# Vineyard and Wine Making



## smudges (May 2, 2013)

I am looking at a property that has an established vineyard and wine making equipment.
Since I have no idea how to look after vines and make wine, I understand that there is a practice of locals tending the vines, picking and making the wine in exchange for a share of the drinkables.
Does anyone have any experience of this? Is the equipment something that would be useful for this way of doing things? How does one find anyone to do this?
Any comments very welcome!


----------



## travelling-man (Jun 17, 2011)

We have vines on every fence and terrace and my neighbour asked if she could take the grapes in return for wine......... I told her that if she tended the vines she could take the grapes forever more. 

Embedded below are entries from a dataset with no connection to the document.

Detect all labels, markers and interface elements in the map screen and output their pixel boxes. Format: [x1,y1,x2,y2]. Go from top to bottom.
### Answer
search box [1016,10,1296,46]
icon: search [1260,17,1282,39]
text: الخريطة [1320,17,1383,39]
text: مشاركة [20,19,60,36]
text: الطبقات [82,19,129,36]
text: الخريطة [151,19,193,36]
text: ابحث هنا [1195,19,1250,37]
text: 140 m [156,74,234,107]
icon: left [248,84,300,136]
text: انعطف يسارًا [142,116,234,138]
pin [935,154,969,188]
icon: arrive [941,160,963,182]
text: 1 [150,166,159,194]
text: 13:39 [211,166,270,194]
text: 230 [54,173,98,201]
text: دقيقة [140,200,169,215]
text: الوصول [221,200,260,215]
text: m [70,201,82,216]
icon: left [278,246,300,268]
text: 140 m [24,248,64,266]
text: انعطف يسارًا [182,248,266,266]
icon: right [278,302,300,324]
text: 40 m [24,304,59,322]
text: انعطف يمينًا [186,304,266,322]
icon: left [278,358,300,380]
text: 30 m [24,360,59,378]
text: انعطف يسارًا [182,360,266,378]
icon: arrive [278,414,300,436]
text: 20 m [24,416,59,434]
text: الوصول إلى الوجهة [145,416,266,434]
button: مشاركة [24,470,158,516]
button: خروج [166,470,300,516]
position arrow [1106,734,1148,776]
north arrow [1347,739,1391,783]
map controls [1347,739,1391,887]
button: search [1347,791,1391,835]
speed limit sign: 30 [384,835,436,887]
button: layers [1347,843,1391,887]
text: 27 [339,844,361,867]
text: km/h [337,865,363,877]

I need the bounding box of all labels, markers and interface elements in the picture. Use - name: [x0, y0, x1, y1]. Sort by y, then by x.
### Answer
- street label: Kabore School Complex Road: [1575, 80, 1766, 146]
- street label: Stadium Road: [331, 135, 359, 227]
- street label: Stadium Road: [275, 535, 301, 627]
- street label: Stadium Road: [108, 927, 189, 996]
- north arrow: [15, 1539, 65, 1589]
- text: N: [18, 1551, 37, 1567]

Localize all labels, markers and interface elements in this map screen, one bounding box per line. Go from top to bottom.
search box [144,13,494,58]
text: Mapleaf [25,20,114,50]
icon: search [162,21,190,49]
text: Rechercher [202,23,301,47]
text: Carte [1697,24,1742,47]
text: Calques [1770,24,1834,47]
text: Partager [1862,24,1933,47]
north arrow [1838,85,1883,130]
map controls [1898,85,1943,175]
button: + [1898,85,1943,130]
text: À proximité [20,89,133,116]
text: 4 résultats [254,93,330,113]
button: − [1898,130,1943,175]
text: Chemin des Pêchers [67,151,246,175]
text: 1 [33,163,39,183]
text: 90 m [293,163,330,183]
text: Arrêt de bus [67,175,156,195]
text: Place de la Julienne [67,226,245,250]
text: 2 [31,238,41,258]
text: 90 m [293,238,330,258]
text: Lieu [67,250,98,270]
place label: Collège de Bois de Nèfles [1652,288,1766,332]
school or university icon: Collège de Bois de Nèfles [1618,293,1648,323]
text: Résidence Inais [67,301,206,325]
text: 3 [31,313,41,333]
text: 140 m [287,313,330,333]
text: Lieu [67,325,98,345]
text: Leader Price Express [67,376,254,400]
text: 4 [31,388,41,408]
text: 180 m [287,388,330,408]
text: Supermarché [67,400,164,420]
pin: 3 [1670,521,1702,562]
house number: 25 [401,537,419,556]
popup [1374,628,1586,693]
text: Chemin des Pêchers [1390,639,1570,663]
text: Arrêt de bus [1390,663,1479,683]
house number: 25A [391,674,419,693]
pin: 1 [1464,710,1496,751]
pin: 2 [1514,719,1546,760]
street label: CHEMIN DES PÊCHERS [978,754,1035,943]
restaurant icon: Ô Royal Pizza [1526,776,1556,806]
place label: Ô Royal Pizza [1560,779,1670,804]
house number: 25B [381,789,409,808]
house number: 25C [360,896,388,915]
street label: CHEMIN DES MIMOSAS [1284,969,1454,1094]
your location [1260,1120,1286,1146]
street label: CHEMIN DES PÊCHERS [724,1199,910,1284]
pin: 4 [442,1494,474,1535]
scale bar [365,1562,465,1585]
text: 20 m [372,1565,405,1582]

That lasted 2 years and she hasn't been back for the last 3 years so as I have no interest in making it myself and can't find anyone else willing to do it, I now 'tend my vines' with a strimmer, let my ducks eat what grapes they want and I buy my own local wine for €5 per 5 litres.


----------



## smudges (May 2, 2013)

Thanks TM.....I foresee a redevelopment of the wine vat area!


----------



## travelling-man (Jun 17, 2011)

There's several things you can do with any old barrels etc you might have hidden away & it's always worth checking out what you have there....... I found about 40 litres of Aquardente in mine & if you have the brick/rendered wine treading pits etc you can always use them for other purposes...... mine have been used for everything from straw storage to outboard motor testing tanks.


----------



## Maggy Crawford (Sep 18, 2010)

My sister and brother in law bought a property with excellent vines and all the equipment. Bob was really enthusiastic and the previous owner came back to help picking and showing him what to do. After weeks and weeks of daily stirring a huge vat it was ready for bottling. Then we sat down to enjoy the fruits of his labour and, sad to say, it really was mediocre at best. They managed to get rid of a lot of it by giving it the local festas. The following year some neighbours came and gave him a very good price for all the equipment. When good wine is available so cheaply don't even bother considering it. It's truly not worth the effort. As TM says, try letting the neighbours pick the grapes and hope for a few bottles back in exchange.


----------



## smudges (May 2, 2013)

My father used to brew wine from rosehips and apples and I know not what else. It was (to me!) undrinkable. I know the amount of effort that goes into even a small operation, so I wasn't even pondering doing it myself. Far too much effort, even though I love cooking!
I was really wondering if the locals would want to use the equipment to make all their wine (including from 'my' grapes) as I don't know how rare it is to have presses and things available.
Thanks for the thoughts, both of you....I have much to think on.


----------



## travelling-man (Jun 17, 2011)

I'd say that the majority of houses in my area at least have their own vines & wine making kit in the adega........ Mine even had something like 600 (mostly) empty wine bottles in racks all ready to be steralised & filled. 

So if anyone wants some FREE empty wine bottles you know where to come! lol

Oh & many houses also have their own stills to make Aguardente from what's left after the wine is made as well......... I gave mine away to a neighbour.


----------



## smudges (May 2, 2013)

Ah, I didn't realise that PT was full of homebrew and moonshine equipment! That solves that, then. If I go forward with that house there'll be a massive clear out!
Thanks once again.


----------